+++ RAW DATA +++

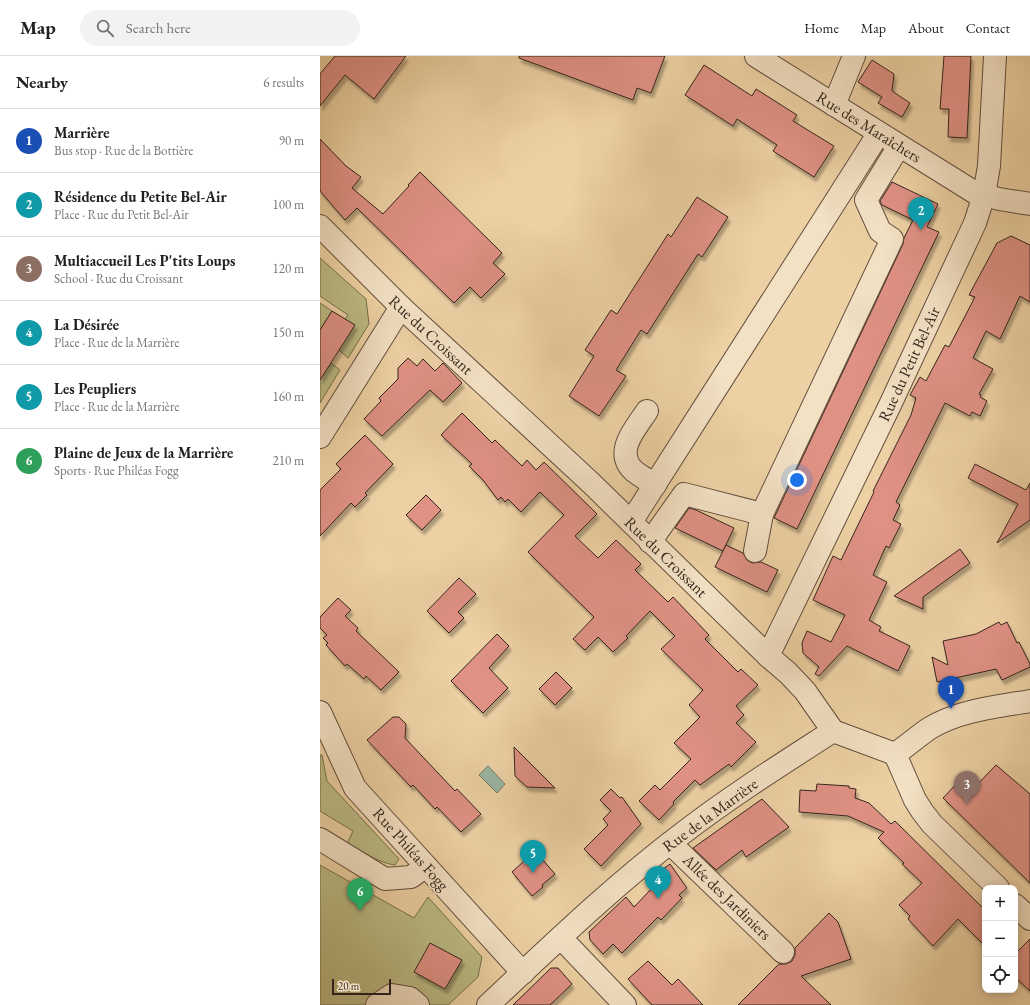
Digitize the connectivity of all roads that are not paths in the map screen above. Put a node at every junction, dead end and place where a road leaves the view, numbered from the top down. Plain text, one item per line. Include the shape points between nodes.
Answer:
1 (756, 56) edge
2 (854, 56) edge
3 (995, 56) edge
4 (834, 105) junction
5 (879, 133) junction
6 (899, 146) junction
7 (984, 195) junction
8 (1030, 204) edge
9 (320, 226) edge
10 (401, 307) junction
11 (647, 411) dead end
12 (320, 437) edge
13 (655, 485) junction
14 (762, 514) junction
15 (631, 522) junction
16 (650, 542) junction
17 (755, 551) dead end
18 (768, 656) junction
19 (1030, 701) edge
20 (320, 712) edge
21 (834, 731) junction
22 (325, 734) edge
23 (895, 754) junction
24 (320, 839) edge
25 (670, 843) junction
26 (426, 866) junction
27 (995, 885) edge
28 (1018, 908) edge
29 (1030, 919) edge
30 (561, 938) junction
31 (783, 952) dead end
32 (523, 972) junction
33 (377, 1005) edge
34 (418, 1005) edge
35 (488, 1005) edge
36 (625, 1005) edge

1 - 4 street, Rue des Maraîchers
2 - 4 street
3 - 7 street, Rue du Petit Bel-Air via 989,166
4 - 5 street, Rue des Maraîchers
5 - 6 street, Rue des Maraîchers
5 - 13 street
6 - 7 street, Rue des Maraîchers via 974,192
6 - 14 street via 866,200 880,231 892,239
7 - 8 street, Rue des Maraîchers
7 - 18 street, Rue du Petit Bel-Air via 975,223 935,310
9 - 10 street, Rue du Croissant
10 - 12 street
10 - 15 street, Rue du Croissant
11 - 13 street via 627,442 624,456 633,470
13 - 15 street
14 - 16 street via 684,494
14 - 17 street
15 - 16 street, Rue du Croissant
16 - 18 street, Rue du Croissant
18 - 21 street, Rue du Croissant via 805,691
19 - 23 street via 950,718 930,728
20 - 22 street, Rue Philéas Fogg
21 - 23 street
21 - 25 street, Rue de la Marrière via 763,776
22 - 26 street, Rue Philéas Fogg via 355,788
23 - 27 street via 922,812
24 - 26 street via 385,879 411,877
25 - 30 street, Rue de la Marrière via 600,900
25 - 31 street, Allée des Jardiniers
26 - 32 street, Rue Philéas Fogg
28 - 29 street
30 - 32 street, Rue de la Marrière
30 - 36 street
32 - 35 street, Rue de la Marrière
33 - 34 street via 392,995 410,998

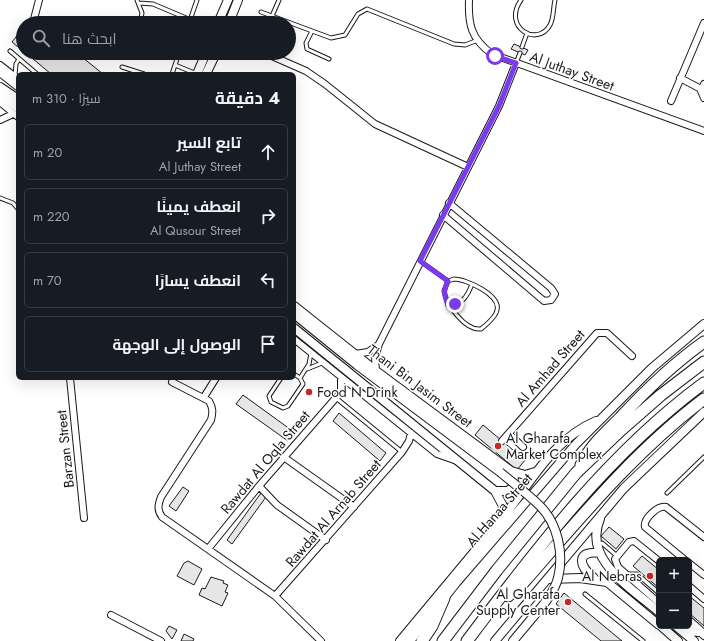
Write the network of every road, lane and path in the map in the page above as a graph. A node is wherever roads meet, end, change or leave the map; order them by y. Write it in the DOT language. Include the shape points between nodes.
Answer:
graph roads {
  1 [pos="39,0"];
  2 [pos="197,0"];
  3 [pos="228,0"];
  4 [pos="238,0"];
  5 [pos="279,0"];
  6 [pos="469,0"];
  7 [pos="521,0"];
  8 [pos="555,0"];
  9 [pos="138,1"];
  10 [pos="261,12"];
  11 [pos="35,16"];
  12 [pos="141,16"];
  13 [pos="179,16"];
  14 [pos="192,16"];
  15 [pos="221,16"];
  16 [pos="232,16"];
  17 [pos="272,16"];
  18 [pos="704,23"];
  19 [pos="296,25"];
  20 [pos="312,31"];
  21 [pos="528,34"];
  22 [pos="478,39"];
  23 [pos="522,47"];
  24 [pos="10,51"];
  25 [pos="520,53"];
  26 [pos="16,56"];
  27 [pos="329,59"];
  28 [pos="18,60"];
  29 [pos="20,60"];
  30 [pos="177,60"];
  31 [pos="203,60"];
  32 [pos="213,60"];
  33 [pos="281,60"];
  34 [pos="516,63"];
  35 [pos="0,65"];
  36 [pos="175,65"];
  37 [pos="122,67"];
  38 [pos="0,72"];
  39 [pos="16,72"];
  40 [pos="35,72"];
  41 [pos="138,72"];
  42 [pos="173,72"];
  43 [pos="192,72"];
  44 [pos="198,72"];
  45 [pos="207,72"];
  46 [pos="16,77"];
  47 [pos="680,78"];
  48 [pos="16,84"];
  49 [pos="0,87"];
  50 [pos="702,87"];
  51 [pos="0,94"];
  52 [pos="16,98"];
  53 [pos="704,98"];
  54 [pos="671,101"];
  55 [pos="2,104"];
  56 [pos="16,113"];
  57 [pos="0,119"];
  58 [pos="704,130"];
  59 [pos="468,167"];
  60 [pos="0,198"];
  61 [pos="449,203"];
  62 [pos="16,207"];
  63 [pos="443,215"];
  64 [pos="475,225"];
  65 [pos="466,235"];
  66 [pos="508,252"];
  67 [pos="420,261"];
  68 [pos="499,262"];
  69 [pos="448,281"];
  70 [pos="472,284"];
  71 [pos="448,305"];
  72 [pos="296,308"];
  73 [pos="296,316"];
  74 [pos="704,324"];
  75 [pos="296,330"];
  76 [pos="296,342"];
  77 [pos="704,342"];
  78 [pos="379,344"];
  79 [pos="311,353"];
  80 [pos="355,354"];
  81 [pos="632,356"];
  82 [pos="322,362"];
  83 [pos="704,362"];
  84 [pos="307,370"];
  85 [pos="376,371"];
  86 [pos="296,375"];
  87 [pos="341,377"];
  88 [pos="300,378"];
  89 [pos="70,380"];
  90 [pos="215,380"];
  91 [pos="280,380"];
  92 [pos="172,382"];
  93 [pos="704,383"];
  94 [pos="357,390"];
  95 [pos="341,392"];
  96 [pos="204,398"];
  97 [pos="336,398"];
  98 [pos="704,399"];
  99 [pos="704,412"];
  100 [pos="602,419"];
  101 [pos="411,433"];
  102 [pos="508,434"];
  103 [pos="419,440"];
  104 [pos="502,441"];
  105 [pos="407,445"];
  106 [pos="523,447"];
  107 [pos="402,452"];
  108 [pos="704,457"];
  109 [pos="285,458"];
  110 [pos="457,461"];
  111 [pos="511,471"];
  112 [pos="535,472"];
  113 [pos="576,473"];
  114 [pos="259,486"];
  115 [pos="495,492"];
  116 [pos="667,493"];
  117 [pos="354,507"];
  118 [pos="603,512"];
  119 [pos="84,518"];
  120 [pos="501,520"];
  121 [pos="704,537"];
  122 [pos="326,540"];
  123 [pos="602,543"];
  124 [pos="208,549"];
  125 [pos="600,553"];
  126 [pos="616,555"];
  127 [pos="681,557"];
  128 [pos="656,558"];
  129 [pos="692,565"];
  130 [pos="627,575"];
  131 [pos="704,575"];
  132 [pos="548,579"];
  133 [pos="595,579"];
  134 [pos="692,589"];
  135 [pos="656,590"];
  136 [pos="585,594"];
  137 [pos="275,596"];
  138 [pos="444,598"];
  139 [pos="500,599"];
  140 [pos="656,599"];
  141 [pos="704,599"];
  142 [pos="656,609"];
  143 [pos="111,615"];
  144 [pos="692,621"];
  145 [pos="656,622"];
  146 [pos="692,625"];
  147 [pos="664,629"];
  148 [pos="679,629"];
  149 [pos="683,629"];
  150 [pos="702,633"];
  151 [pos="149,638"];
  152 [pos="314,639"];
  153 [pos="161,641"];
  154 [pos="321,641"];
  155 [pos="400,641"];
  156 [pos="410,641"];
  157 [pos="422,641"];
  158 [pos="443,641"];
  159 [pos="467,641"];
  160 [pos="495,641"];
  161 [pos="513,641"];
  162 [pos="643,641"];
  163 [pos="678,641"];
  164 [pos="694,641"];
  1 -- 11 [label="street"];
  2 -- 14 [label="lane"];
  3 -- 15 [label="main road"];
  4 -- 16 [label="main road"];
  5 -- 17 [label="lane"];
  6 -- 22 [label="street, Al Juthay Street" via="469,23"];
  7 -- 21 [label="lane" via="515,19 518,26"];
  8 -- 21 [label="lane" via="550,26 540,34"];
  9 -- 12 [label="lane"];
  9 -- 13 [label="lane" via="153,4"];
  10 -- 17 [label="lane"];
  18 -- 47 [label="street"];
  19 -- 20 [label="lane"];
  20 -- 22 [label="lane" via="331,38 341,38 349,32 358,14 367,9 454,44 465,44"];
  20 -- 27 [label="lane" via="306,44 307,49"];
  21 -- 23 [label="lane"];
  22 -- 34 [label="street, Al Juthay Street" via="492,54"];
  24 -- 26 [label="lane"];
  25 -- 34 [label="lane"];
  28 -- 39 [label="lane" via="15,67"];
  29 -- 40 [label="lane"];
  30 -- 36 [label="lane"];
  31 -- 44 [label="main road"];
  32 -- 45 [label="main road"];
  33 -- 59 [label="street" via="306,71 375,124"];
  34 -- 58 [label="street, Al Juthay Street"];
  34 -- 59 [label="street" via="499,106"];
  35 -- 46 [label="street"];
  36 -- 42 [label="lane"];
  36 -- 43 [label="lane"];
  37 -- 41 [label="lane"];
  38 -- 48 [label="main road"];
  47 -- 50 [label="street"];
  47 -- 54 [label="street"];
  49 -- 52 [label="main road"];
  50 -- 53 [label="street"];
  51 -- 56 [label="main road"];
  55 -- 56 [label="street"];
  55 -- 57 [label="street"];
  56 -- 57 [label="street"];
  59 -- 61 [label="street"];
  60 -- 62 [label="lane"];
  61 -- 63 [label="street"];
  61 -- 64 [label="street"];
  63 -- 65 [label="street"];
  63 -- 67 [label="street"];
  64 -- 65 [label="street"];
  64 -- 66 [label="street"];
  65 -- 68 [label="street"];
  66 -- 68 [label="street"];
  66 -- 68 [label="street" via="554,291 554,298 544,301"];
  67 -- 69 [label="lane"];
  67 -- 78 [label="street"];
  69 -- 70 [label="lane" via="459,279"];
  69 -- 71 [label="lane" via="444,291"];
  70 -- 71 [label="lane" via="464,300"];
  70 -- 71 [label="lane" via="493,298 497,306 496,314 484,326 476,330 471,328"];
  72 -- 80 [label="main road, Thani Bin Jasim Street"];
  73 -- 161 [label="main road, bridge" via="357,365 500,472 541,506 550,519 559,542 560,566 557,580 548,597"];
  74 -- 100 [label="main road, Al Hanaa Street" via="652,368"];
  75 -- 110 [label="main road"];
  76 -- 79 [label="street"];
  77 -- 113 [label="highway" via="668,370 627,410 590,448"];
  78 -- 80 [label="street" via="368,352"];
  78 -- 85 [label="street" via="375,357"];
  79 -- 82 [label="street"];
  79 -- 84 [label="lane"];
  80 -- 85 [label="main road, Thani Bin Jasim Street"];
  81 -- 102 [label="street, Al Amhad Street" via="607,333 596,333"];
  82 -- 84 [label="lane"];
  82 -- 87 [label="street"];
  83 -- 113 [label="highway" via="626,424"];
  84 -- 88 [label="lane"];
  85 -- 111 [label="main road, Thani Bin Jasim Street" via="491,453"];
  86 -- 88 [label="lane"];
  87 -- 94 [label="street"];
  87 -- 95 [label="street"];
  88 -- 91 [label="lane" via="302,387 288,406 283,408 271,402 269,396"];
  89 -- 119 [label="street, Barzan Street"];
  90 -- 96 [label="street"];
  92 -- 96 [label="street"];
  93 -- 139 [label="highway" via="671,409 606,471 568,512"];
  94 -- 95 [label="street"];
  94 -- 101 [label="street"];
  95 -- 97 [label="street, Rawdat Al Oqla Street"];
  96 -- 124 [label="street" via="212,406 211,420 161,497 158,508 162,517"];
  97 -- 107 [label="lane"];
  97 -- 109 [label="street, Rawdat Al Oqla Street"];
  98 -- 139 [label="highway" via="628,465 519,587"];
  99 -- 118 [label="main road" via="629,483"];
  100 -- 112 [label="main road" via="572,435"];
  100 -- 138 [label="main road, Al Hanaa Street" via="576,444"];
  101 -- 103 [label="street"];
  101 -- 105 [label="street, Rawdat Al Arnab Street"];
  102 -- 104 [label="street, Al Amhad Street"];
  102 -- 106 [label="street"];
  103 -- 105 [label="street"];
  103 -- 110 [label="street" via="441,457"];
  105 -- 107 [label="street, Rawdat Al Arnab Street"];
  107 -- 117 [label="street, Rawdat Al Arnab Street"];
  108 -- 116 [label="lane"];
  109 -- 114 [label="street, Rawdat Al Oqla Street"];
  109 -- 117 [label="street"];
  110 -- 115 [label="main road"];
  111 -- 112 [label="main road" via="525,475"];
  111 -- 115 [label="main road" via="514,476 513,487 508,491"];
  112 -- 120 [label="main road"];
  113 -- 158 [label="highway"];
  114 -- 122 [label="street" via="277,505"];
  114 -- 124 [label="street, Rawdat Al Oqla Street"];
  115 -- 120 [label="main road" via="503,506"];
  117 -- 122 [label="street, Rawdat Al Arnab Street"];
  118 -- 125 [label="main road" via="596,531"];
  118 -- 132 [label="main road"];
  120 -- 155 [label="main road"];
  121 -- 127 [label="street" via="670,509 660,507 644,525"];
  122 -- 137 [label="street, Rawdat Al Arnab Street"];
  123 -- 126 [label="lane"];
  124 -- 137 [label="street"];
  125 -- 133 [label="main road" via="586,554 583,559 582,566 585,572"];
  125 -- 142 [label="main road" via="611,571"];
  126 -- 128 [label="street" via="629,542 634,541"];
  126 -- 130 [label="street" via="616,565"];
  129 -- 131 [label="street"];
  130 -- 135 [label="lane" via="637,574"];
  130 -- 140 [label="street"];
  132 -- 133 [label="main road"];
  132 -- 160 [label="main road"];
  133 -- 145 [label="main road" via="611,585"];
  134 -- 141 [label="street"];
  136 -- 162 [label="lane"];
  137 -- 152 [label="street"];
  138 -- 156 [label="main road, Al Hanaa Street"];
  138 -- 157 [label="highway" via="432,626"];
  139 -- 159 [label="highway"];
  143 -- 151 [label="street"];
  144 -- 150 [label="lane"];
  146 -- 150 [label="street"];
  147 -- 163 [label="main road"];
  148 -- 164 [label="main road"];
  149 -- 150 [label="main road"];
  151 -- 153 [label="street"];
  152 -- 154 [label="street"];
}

+++

*PROBLEM TO WORK ON*
Please work out how many lines in the data include "Juthay"; write that number only.

*ANSWER SECTION*
3